Review by Woodrow Phoenix
The George Herriman Library: Krazy & Ignatz 1919-1921 is the second volume of this new deluxe presentation of Krazy Kat Sunday newspaper comics. The previous softcover editions of this series have been out of print for a decade. This new series reintroduces Herriman’s masterwork with an upgraded hardcover, oversized format presenting every Sunday page produced by George Herriman for Hearst newspapers a century ago. The majority of the strips reprinted here came from the incredible archives of the San Francisco Academy of Comic Art. Bill Blackbeard, comics historian and founder of the archive, opens this volume with an intro about the origins of Krazy Kat in earlier Herriman strips The Dingbat Family and The Family Upstairs, between 1910 and 1914.

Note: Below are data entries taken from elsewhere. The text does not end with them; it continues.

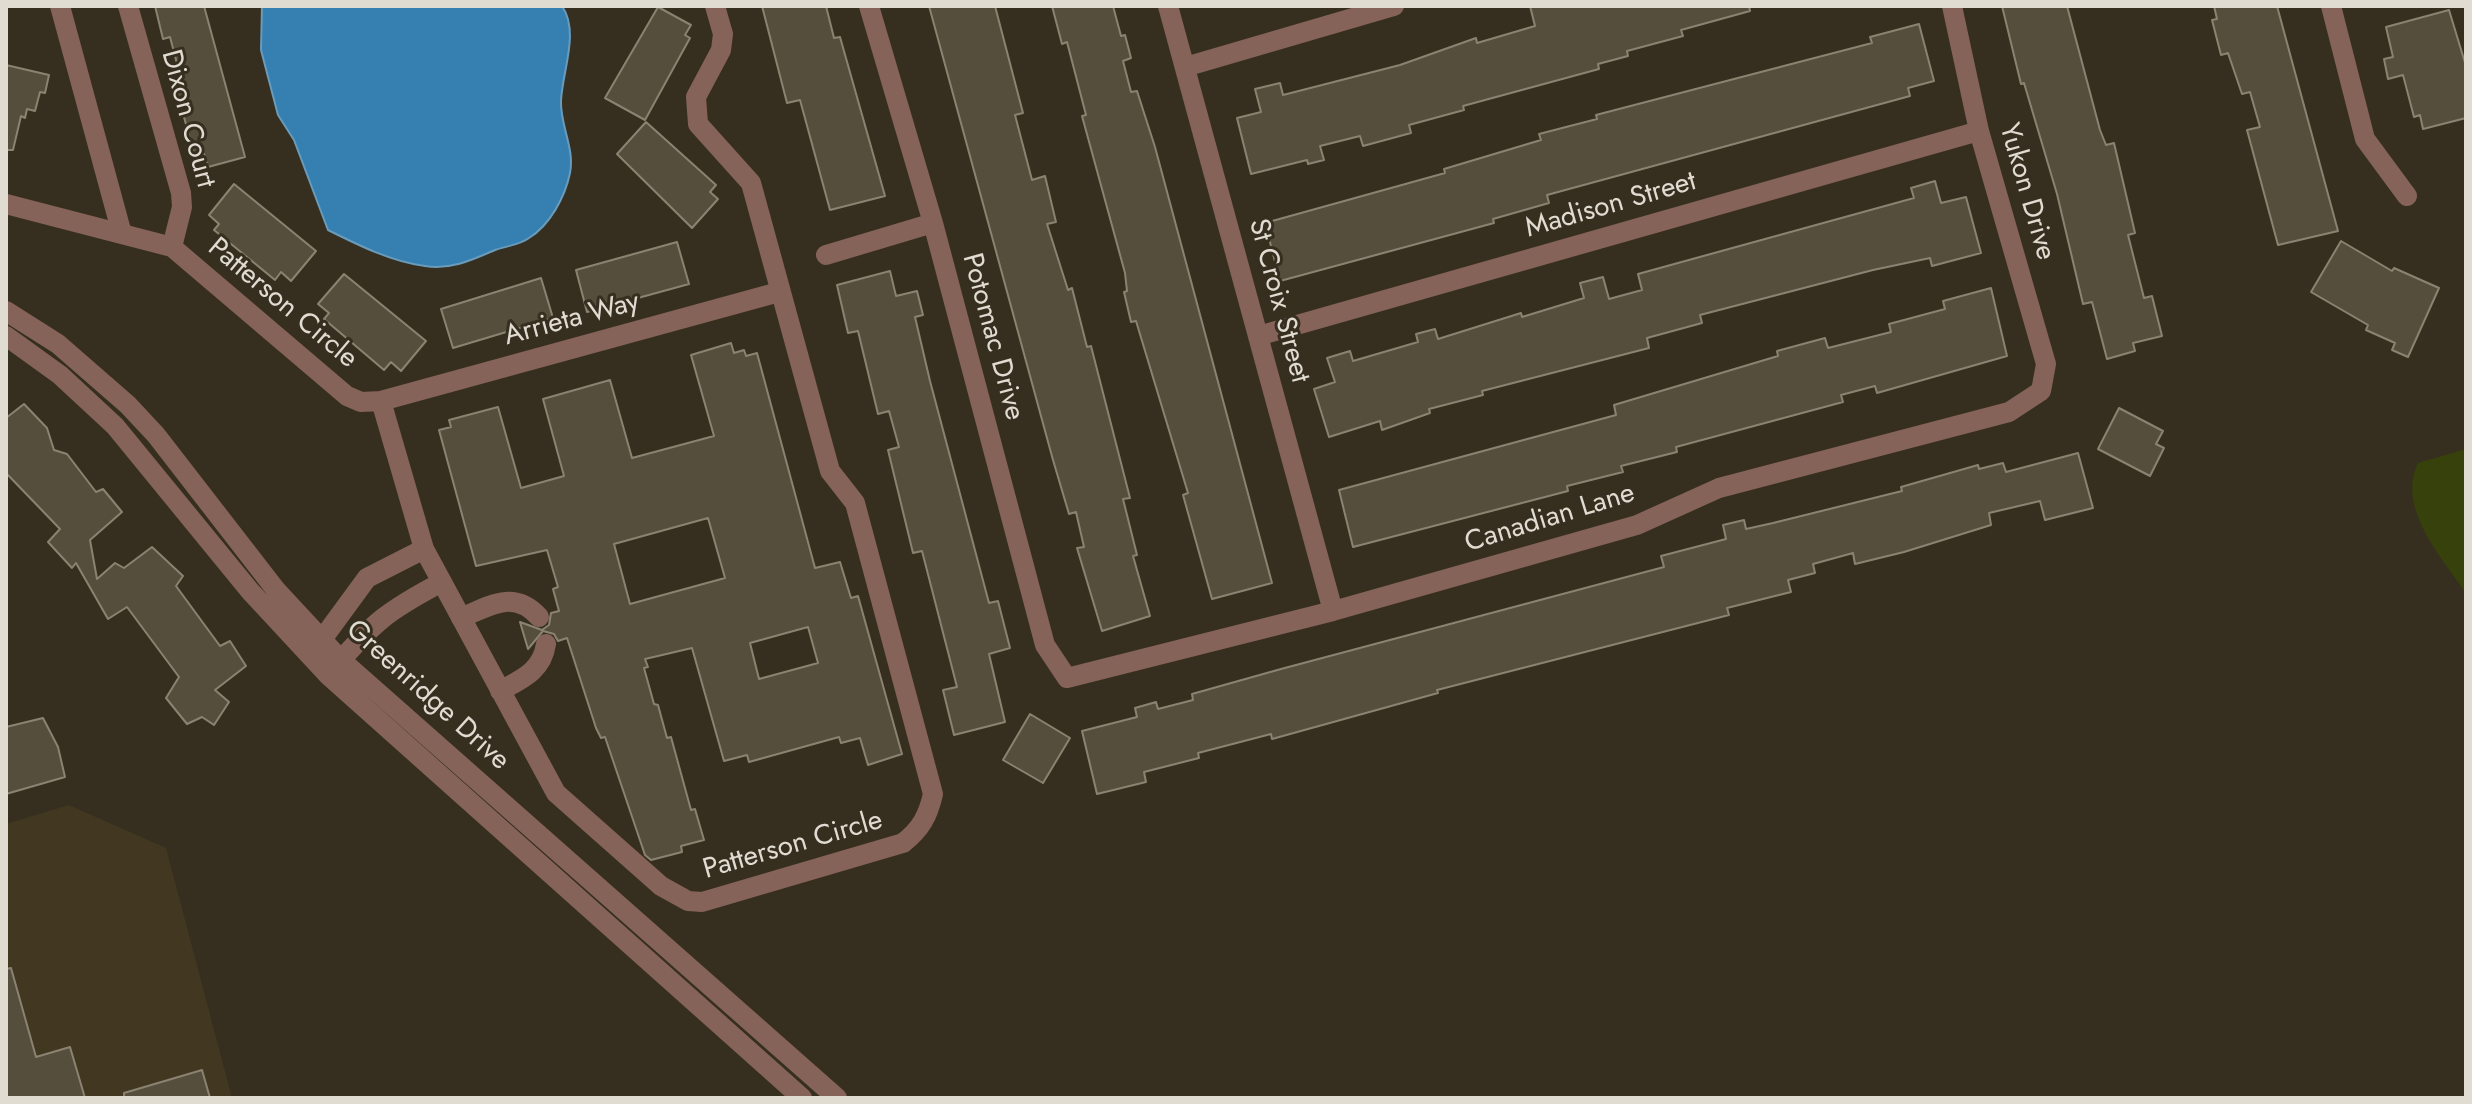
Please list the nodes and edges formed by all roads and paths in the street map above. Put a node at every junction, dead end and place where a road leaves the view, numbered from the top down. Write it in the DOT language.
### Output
graph roads {
  1 [pos="60,6"];
  2 [pos="128,6"];
  3 [pos="715,6"];
  4 [pos="869,6"];
  5 [pos="1168,6"];
  6 [pos="1394,6"];
  7 [pos="1952,6"];
  8 [pos="2331,6"];
  9 [pos="1185,67"];
  10 [pos="1979,131"];
  11 [pos="2407,196"];
  12 [pos="6,204"];
  13 [pos="933,223"];
  14 [pos="122,234"];
  15 [pos="172,247"];
  16 [pos="826,255"];
  17 [pos="779,292"];
  18 [pos="6,311"];
  19 [pos="6,336"];
  20 [pos="1258,336"];
  21 [pos="2041,391"];
  22 [pos="381,401"];
  23 [pos="424,549"];
  24 [pos="442,582"];
  25 [pos="1333,611"];
  26 [pos="539,617"];
  27 [pos="461,618"];
  28 [pos="546,644"];
  29 [pos="317,647"];
  30 [pos="334,667"];
  31 [pos="1067,678"];
  32 [pos="500,691"];
  33 [pos="802,1098"];
  34 [pos="837,1098"];
  1 -- 14 [label="street"];
  2 -- 15 [label="street, Dixon Court"];
  3 -- 17 [label="street, Patterson Circle"];
  4 -- 13 [label="street, Potomac Drive"];
  5 -- 9 [label="street, St Croix Street"];
  6 -- 9 [label="street"];
  7 -- 10 [label="street, Yukon Drive"];
  8 -- 11 [label="street"];
  9 -- 20 [label="street, St Croix Street"];
  10 -- 20 [label="street, Madison Street"];
  10 -- 21 [label="street, Yukon Drive"];
  12 -- 14 [label="street, Patterson Circle"];
  13 -- 16 [label="street"];
  13 -- 31 [label="street, Potomac Drive"];
  14 -- 15 [label="street, Patterson Circle"];
  15 -- 22 [label="street, Patterson Circle"];
  17 -- 22 [label="street, Arrieta Way"];
  17 -- 32 [label="street, Patterson Circle"];
  18 -- 29 [label="street, Greenridge Drive"];
  19 -- 29 [label="street, Greenridge Drive"];
  20 -- 25 [label="street, St Croix Street"];
  21 -- 25 [label="street, Canadian Lane"];
  22 -- 23 [label="street, Patterson Circle"];
  23 -- 24 [label="street, Patterson Circle"];
  23 -- 29 [label="street"];
  24 -- 27 [label="street, Patterson Circle"];
  24 -- 30 [label="street"];
  25 -- 31 [label="street, Canadian Lane"];
  26 -- 27 [label="street"];
  27 -- 32 [label="street, Patterson Circle"];
  28 -- 32 [label="street"];
  29 -- 30 [label="street, Greenridge Drive"];
  30 -- 33 [label="street, Greenridge Drive"];
  30 -- 34 [label="street, Greenridge Drive"];
}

Michael Tisserand, author of Krazy, an exhaustively researched biography of George Herriman, bookends this volume with a look at the themes questioning racial identity running through Krazy Kat. Herriman was a mixed-race man who hid his Black identity quite literally under his hat, which he never took off while at work (his colleagues nicknamed him The Greek). Krazy Kat frequently touches on issues of definition, classification and appearance, particularly through the Kat being a non-binary character who is sometimes male and sometimes female. When filmmaker Frank Capra asked Herriman to define the Kat’s gender, Herriman replied: “I get dozens of letters asking me the same question. I don’t know. I fooled around with it once; began to think the Kat is a girl—even drew up some strips with her being pregnant. It wasn’t the Kat any longer; too much concerned with her own problems—like a soap opera. Know what I mean? Then I realised Krazy was something like a sprite, an elf. They have no sex. So the Kat can’t be a he or a she. The Kat’s a sprite—a pixie—free to butt into anything. Don’t you think so?”
This is a beautiful restoration of one of the most highly regarded of all American comics. Very difficult to see for sixty years after it ended, this strip is now accessible again. If you have never read Krazy Kat before, take a look. You may need some patience and perhaps a dictionary for some of the language, but once hooked on George Herriman’s unique whimsy there’s no going back.